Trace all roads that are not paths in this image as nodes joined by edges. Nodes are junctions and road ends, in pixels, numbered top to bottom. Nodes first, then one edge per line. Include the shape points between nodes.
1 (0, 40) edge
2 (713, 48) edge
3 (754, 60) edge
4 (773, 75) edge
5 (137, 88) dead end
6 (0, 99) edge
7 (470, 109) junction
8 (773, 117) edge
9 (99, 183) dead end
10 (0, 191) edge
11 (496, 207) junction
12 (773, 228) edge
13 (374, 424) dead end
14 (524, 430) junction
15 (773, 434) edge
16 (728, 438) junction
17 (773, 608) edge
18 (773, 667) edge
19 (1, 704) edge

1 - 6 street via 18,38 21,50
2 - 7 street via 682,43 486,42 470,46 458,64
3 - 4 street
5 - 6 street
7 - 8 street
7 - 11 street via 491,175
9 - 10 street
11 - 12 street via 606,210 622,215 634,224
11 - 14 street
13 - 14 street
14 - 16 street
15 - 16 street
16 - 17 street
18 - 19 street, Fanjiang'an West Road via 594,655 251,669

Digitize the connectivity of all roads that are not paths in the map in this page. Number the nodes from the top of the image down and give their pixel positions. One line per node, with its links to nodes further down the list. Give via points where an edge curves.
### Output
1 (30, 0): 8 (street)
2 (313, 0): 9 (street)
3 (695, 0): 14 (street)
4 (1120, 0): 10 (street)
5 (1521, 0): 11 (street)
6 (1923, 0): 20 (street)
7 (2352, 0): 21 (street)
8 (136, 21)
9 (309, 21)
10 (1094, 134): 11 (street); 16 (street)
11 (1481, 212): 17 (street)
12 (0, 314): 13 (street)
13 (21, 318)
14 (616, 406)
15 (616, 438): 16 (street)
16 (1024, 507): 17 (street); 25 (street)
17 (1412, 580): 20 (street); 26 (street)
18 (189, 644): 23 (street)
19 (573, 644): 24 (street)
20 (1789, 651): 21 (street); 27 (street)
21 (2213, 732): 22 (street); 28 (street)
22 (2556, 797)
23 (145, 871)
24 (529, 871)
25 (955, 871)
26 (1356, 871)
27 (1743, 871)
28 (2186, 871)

──────────────────────────────

Repeat back all entries verbatim.

» **Response**:
Trace all roads that are not paths in this image as nodes joined by edges. Nodes are junctions and road ends, in pixels, numbered top to bottom. Nodes first, then one edge per line. Include the shape points between nodes.
1 (0, 40) edge
2 (713, 48) edge
3 (754, 60) edge
4 (773, 75) edge
5 (137, 88) dead end
6 (0, 99) edge
7 (470, 109) junction
8 (773, 117) edge
9 (99, 183) dead end
10 (0, 191) edge
11 (496, 207) junction
12 (773, 228) edge
13 (374, 424) dead end
14 (524, 430) junction
15 (773, 434) edge
16 (728, 438) junction
17 (773, 608) edge
18 (773, 667) edge
19 (1, 704) edge

1 - 6 street via 18,38 21,50
2 - 7 street via 682,43 486,42 470,46 458,64
3 - 4 street
5 - 6 street
7 - 8 street
7 - 11 street via 491,175
9 - 10 street
11 - 12 street via 606,210 622,215 634,224
11 - 14 street
13 - 14 street
14 - 16 street
15 - 16 street
16 - 17 street
18 - 19 street, Fanjiang'an West Road via 594,655 251,669

Digitize the connectivity of all roads that are not paths in the map in this page. Number the nodes from the top of the image down and give their pixel positions. One line per node, with its links to nodes further down the list. Give via points where an edge curves.
### Output
1 (30, 0): 8 (street)
2 (313, 0): 9 (street)
3 (695, 0): 14 (street)
4 (1120, 0): 10 (street)
5 (1521, 0): 11 (street)
6 (1923, 0): 20 (street)
7 (2352, 0): 21 (street)
8 (136, 21)
9 (309, 21)
10 (1094, 134): 11 (street); 16 (street)
11 (1481, 212): 17 (street)
12 (0, 314): 13 (street)
13 (21, 318)
14 (616, 406)
15 (616, 438): 16 (street)
16 (1024, 507): 17 (street); 25 (street)
17 (1412, 580): 20 (street); 26 (street)
18 (189, 644): 23 (street)
19 (573, 644): 24 (street)
20 (1789, 651): 21 (street); 27 (street)
21 (2213, 732): 22 (street); 28 (street)
22 (2556, 797)
23 (145, 871)
24 (529, 871)
25 (955, 871)
26 (1356, 871)
27 (1743, 871)
28 (2186, 871)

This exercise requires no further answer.